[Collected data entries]
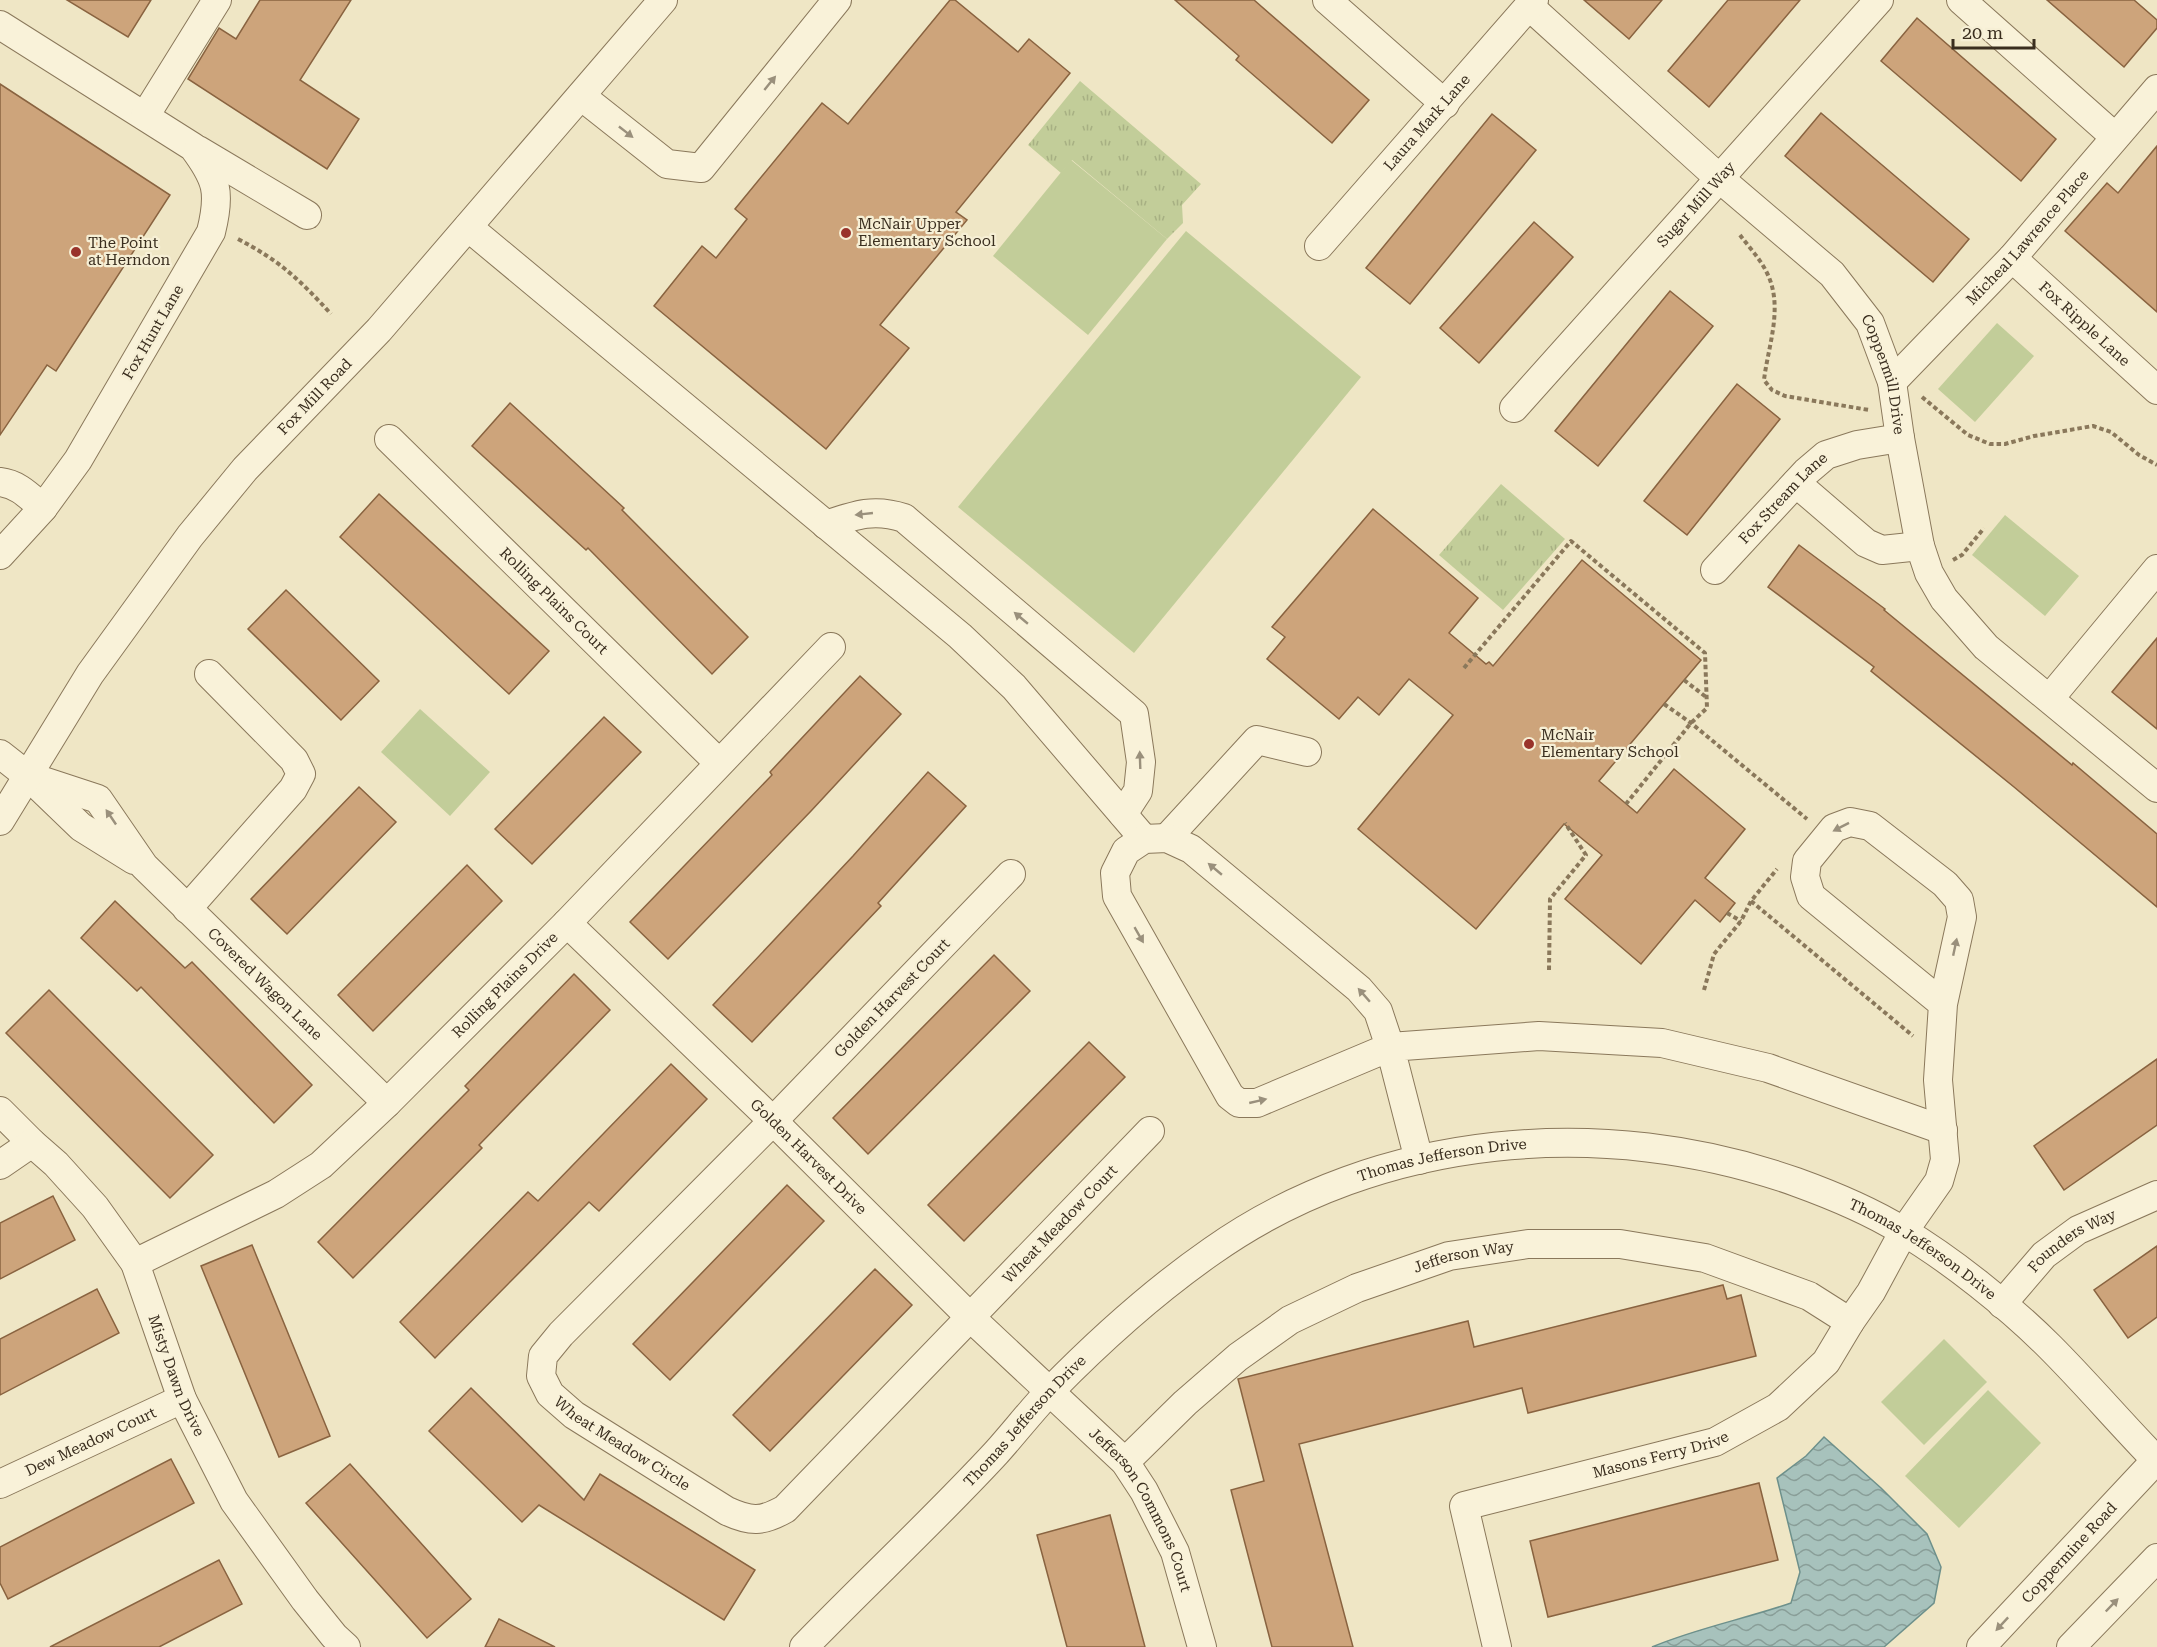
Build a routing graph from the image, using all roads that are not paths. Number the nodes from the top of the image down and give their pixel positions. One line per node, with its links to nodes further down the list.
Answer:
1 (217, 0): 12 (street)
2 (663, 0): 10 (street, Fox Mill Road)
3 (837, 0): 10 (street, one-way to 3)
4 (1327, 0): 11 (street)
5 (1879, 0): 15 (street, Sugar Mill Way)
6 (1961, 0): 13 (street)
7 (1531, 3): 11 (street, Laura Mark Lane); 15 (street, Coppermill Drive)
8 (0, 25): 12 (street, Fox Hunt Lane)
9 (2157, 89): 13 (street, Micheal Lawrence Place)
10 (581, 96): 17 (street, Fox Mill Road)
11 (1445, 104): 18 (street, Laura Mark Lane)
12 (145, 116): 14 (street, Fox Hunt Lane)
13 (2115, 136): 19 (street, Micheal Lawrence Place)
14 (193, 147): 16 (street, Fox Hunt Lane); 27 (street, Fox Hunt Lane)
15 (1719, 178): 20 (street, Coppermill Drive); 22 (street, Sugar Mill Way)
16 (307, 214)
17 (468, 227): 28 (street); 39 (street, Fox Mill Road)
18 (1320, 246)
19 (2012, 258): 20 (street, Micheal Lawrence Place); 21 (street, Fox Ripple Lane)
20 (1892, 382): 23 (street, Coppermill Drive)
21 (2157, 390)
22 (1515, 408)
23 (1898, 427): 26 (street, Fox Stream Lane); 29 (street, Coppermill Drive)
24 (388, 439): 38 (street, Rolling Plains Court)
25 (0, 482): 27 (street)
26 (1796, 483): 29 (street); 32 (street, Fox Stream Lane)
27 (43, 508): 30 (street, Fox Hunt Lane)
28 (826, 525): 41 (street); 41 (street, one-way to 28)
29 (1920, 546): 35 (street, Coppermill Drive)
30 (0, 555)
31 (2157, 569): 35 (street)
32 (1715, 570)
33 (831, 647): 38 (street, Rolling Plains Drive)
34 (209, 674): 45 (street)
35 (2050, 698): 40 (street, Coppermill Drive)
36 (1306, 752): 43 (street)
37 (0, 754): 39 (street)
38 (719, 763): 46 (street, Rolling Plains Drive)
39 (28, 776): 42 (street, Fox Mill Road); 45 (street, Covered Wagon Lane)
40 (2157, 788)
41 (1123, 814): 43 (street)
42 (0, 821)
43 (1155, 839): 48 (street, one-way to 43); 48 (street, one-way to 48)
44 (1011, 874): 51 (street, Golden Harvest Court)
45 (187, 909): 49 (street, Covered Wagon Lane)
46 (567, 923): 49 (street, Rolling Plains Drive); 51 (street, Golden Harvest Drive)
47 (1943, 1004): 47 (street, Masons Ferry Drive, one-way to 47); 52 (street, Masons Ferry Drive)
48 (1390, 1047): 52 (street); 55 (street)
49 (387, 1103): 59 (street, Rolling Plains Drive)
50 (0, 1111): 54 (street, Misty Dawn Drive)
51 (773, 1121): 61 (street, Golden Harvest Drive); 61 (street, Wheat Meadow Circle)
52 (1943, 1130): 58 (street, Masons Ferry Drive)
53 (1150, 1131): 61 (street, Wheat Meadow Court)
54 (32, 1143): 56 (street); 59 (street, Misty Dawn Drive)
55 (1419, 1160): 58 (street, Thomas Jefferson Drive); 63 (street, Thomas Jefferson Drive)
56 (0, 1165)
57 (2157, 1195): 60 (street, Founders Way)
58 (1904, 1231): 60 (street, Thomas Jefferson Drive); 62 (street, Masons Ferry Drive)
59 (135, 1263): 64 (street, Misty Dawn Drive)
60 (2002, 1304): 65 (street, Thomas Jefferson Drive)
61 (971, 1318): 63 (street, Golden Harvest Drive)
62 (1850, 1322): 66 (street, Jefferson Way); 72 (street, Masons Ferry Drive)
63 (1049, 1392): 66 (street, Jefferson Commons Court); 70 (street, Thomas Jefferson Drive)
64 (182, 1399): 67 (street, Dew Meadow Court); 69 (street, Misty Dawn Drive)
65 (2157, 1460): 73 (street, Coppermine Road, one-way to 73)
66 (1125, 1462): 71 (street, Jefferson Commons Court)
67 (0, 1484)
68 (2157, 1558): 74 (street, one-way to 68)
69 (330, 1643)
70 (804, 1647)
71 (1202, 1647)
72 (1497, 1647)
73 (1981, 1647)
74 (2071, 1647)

» Problem to work on: Locate the word "Covered" in the entries, and copy every line where it is found.

» Reply:
39 (28, 776): 42 (street, Fox Mill Road); 45 (street, Covered Wagon Lane)
45 (187, 909): 49 (street, Covered Wagon Lane)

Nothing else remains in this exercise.